RECORDS FOR THIS TASK Start Marker

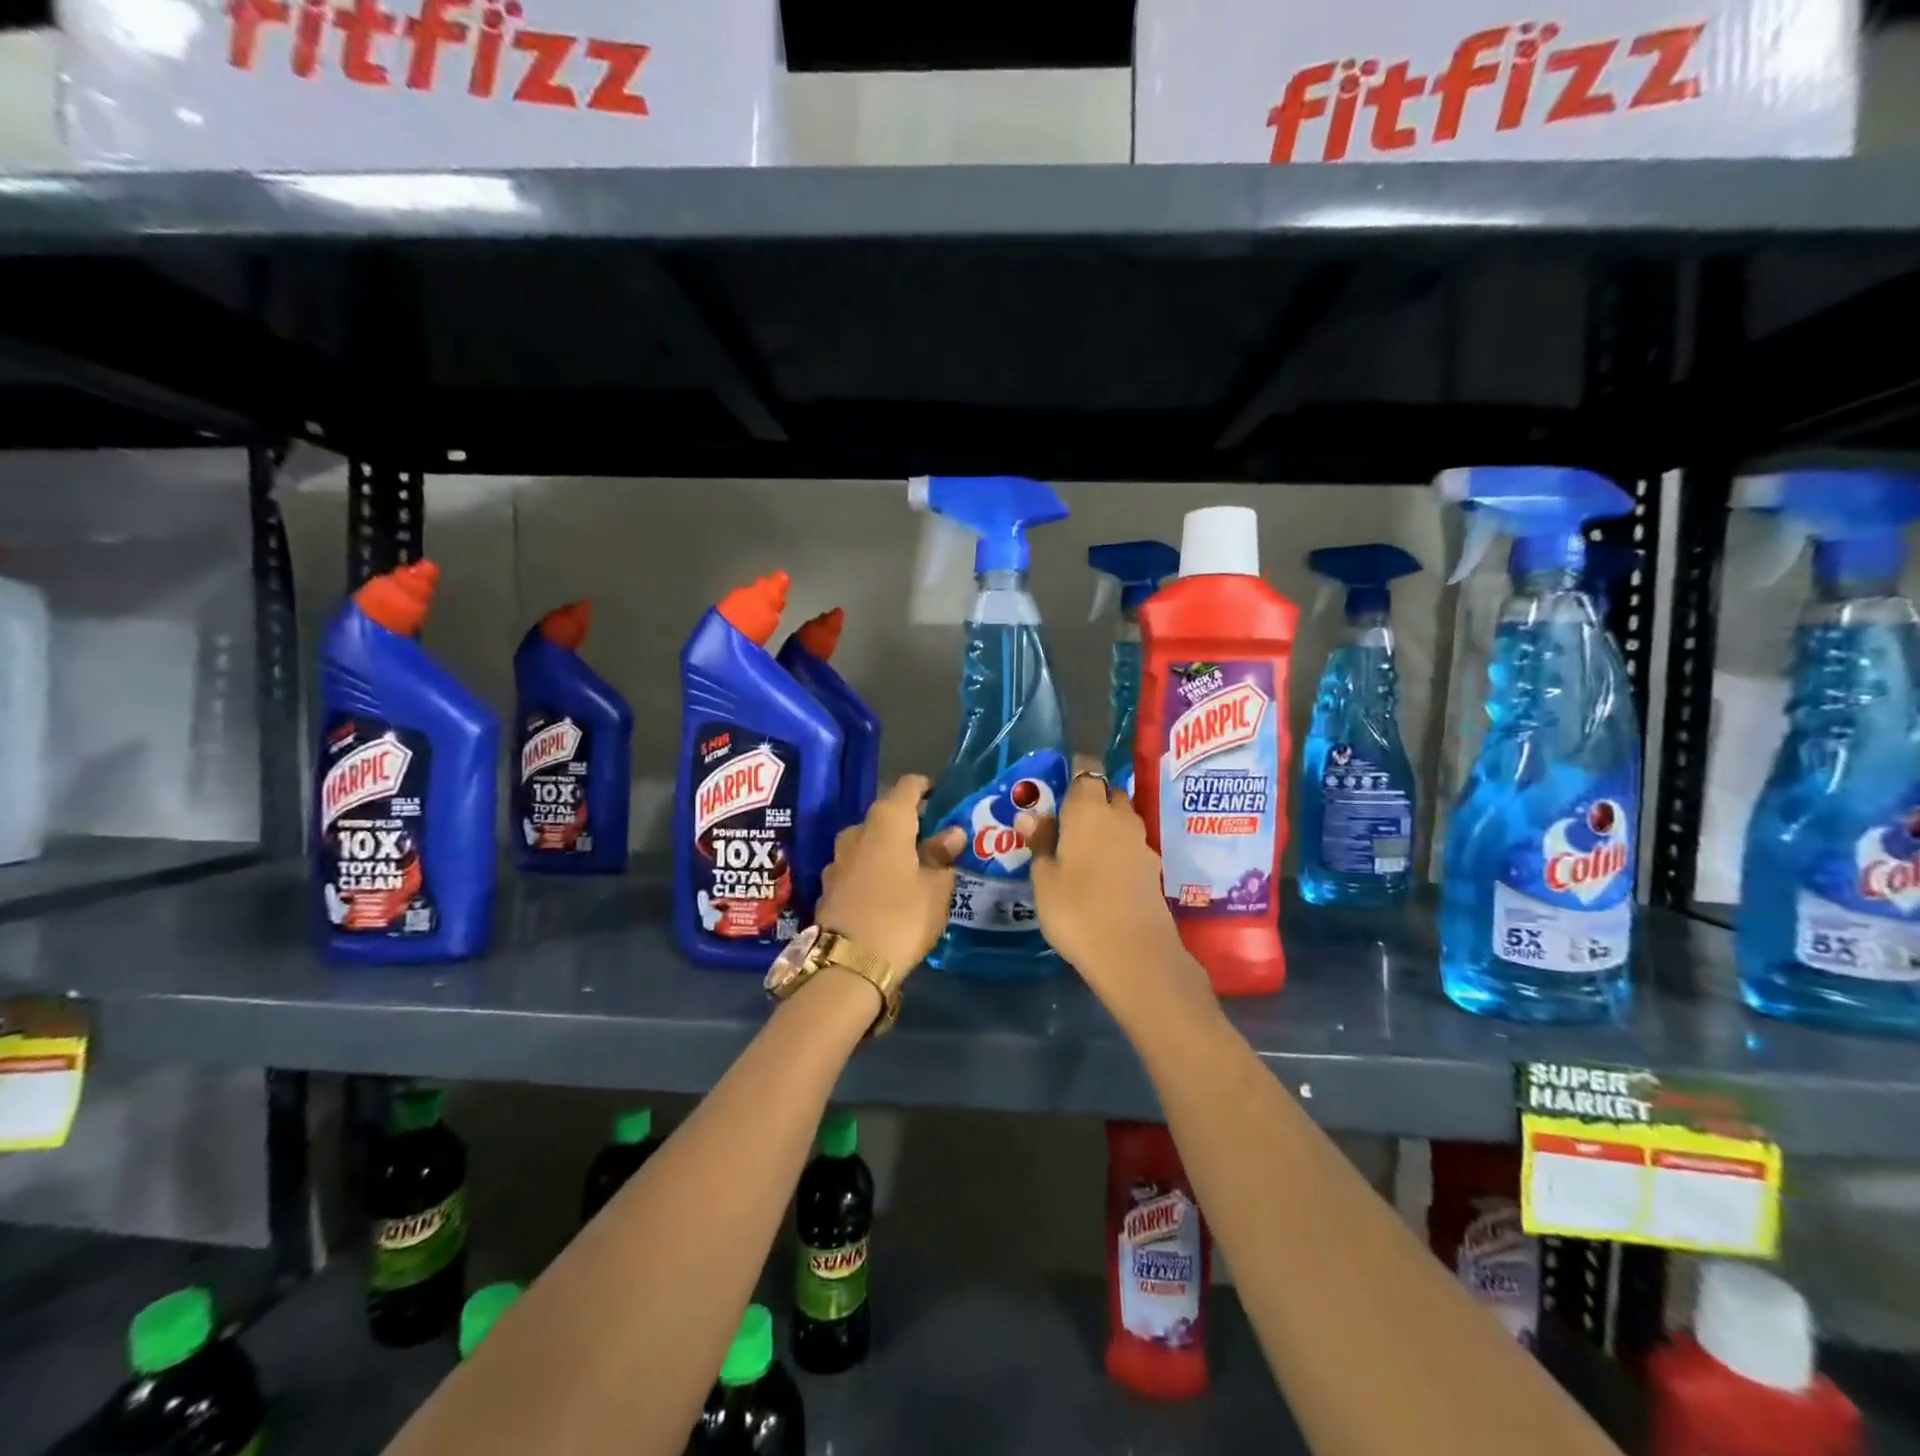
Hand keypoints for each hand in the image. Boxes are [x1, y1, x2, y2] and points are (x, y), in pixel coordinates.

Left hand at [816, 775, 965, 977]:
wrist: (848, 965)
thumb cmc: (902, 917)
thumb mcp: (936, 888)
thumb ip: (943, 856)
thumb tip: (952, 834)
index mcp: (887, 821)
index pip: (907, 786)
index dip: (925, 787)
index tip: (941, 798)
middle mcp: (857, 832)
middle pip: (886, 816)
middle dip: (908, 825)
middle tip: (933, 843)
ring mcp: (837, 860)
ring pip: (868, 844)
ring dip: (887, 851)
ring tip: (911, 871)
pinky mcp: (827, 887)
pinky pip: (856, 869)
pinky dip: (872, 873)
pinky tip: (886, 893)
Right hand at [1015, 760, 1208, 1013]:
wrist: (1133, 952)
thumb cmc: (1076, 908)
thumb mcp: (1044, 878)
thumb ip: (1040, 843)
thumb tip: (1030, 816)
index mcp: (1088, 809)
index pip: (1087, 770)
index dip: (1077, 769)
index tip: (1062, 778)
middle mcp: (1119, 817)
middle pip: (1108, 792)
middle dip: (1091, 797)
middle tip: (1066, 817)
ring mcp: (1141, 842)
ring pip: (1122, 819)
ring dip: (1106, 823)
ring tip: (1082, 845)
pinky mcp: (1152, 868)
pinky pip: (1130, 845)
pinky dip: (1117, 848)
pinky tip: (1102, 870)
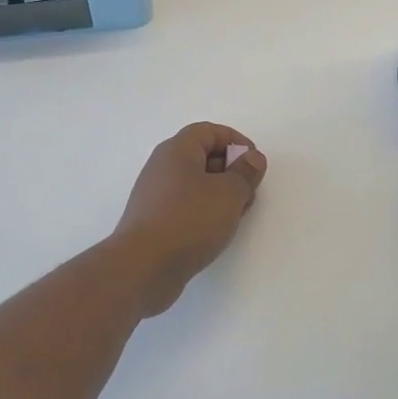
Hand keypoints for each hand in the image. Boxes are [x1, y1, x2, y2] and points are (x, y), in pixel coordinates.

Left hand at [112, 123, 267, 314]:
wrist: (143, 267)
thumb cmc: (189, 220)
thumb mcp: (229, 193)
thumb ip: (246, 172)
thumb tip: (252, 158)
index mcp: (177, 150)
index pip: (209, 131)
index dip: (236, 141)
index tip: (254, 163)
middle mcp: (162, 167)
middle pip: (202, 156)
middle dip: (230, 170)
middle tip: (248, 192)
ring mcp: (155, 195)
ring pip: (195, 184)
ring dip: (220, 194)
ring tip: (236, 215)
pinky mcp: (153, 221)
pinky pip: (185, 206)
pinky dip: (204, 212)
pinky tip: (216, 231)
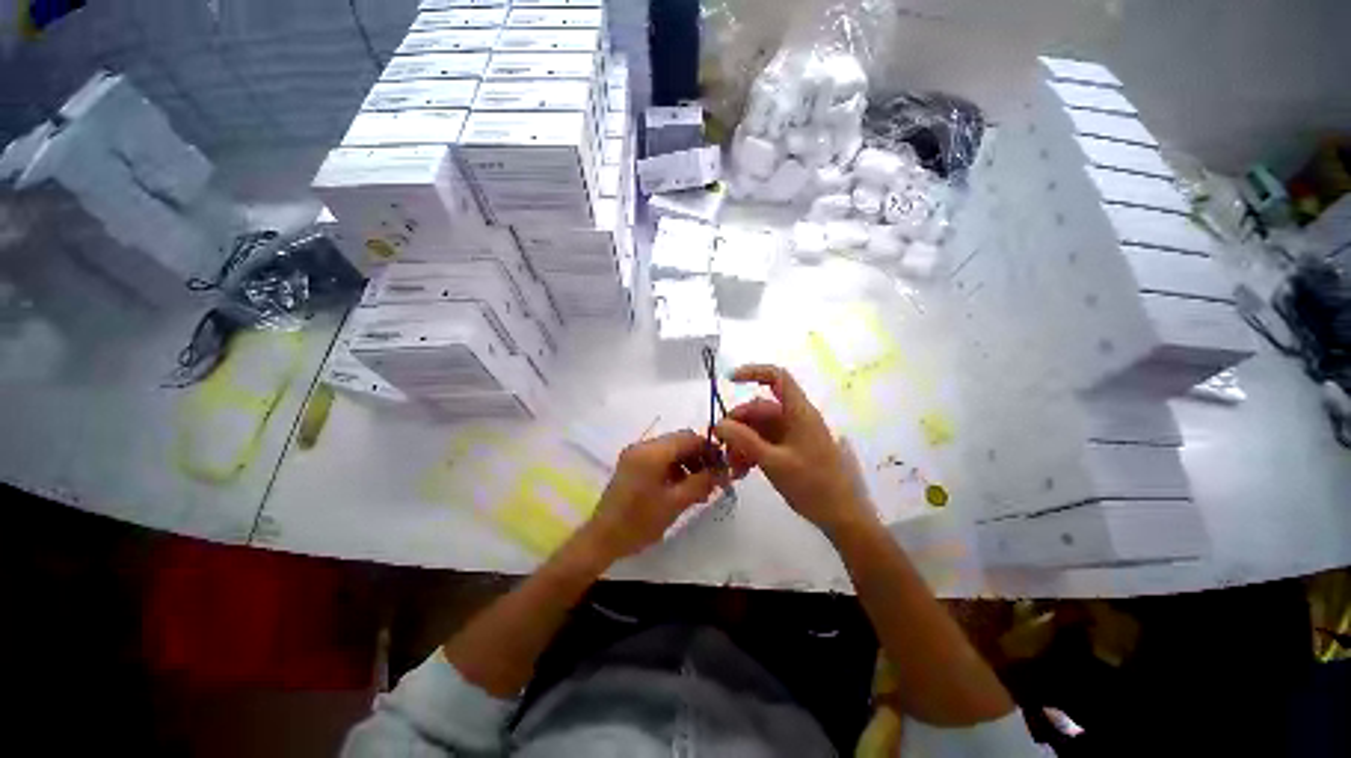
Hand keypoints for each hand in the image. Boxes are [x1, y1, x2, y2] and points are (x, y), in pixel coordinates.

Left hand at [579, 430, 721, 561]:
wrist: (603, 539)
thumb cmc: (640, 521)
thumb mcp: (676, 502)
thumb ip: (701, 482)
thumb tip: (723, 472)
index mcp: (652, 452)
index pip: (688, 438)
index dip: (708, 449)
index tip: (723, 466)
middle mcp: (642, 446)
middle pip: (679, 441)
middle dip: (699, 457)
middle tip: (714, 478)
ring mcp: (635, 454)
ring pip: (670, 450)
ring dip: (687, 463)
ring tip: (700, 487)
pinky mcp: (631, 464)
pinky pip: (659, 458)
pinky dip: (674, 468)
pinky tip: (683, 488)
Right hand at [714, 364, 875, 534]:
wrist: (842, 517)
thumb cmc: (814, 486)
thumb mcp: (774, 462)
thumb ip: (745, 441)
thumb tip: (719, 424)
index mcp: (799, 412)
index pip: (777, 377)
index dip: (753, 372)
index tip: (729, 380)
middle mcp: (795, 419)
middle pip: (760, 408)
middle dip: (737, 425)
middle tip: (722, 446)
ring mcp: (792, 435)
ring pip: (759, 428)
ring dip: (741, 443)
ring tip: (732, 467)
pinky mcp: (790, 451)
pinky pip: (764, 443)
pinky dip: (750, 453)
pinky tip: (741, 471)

RECORDS FOR THIS TASK End Marker
RECORDS FOR THIS TASK Start Marker

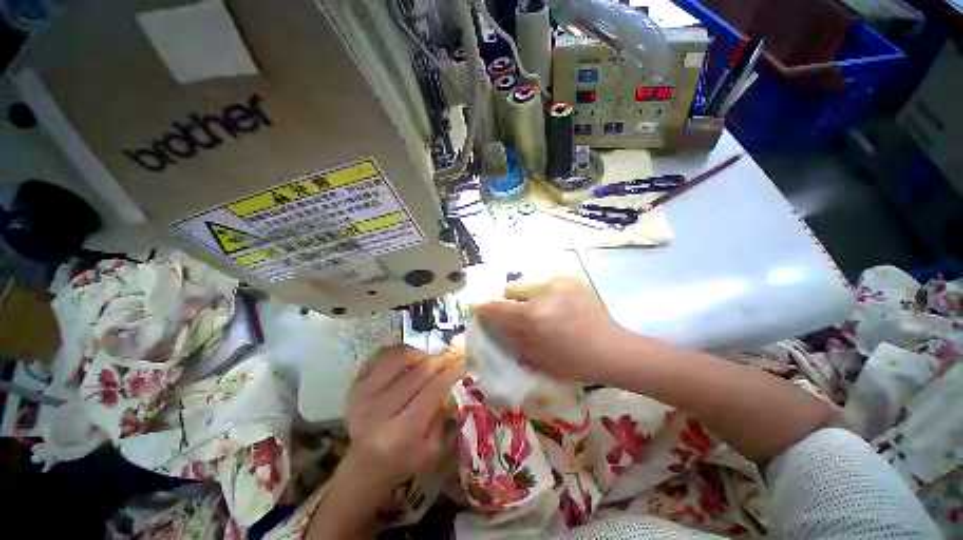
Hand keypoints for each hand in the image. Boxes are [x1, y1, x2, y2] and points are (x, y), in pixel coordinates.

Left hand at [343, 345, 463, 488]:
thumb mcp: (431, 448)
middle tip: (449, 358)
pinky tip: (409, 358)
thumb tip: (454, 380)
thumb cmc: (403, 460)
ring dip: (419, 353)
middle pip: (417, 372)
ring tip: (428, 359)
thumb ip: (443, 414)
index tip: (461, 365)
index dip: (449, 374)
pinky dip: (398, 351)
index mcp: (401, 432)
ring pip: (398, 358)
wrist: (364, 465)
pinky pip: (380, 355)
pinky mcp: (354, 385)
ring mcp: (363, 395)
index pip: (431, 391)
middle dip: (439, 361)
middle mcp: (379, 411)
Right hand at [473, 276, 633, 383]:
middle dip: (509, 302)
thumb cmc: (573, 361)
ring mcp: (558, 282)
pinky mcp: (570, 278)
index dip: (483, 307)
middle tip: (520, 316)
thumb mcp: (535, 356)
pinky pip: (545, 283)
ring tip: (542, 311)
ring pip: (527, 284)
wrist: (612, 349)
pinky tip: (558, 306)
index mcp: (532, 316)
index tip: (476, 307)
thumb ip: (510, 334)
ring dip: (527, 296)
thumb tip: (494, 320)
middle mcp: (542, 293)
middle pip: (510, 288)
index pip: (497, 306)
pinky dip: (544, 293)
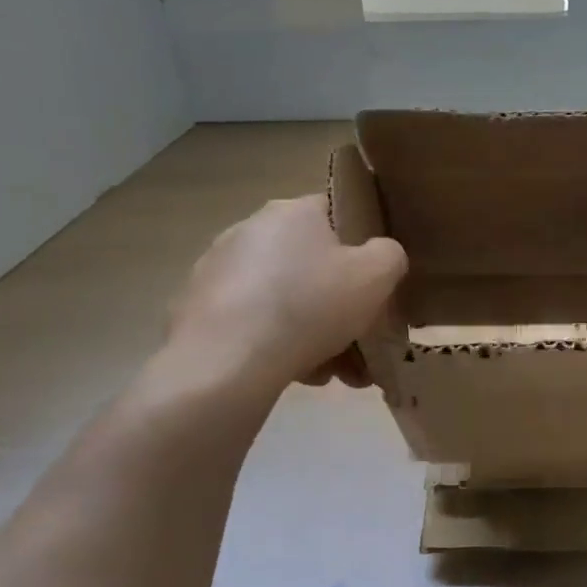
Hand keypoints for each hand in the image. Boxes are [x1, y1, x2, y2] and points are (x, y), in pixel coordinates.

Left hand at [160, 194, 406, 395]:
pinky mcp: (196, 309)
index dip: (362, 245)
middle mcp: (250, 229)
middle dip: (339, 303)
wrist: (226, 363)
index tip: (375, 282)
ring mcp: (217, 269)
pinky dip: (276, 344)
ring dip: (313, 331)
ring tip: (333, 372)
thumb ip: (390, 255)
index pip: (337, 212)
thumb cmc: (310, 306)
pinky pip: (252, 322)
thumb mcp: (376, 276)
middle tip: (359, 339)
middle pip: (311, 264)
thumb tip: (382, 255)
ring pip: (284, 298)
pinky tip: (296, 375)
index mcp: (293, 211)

RECORDS FOR THIS TASK End Marker
RECORDS FOR THIS TASK Start Marker

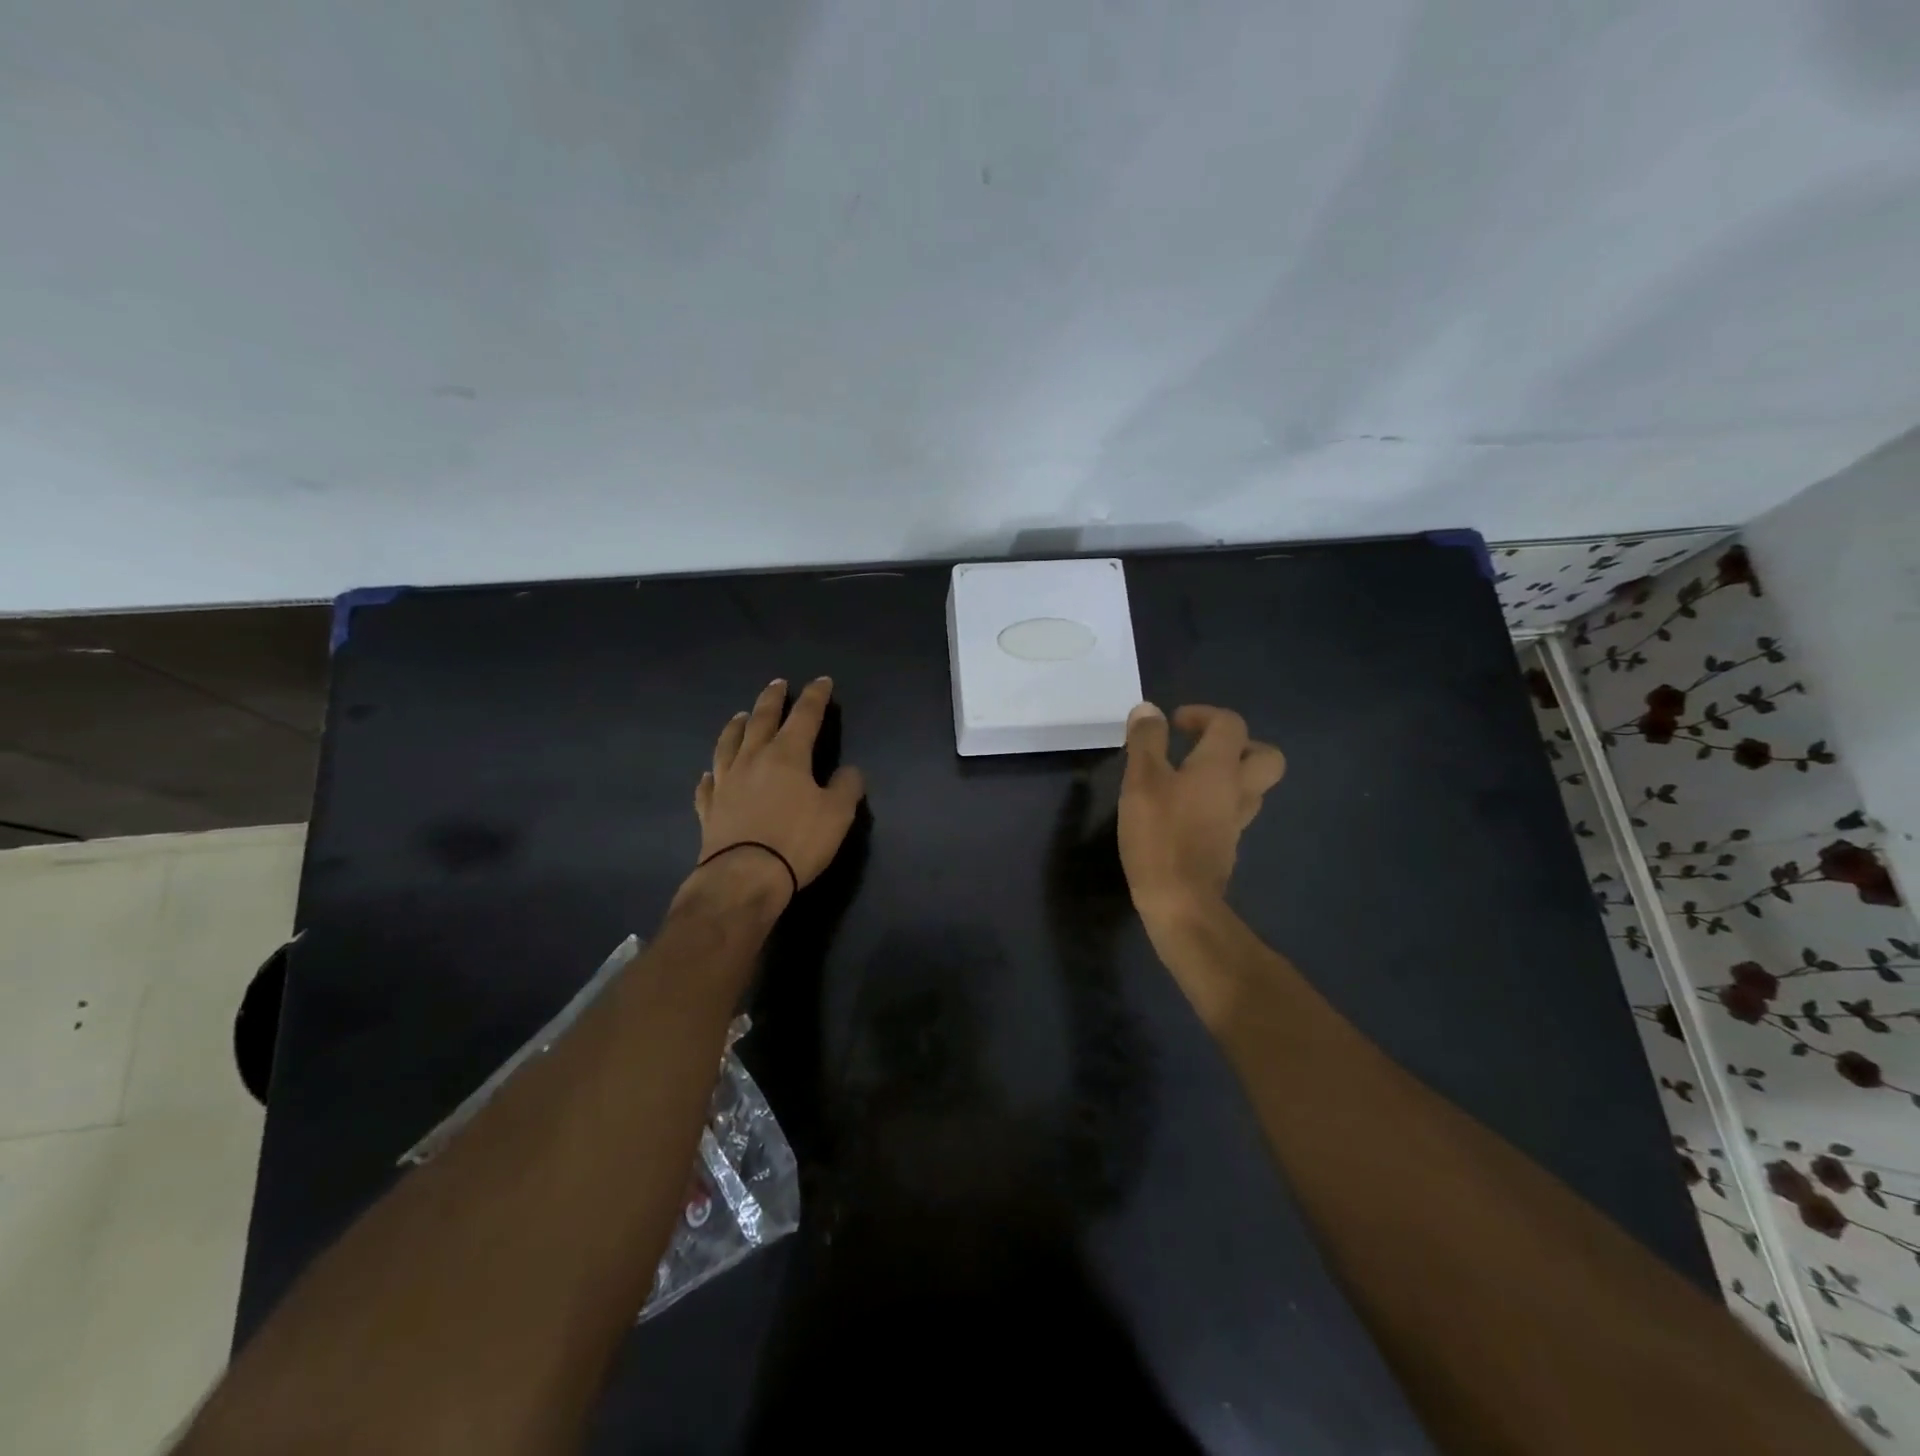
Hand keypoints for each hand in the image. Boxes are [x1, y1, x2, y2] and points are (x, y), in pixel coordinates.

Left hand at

RECORDS FOR THIS TASK End Marker

[PROBLEM TO SOLVE] Repeat exactly the lines above from the one with "middle tip: (722, 446)" up to and including the one with "pinky tip: (741, 471)". No other line belongs in the reply.

[ANSWER SPACE]
middle tip: (722, 446)
ring mcp: (792, 435)
ring pip: (759, 428)
ring dip: (741, 443)
ring tip: (732, 467)
pinky mcp: (790, 451)
pinky pip: (764, 443)
pinky dip: (750, 453)
pinky tip: (741, 471)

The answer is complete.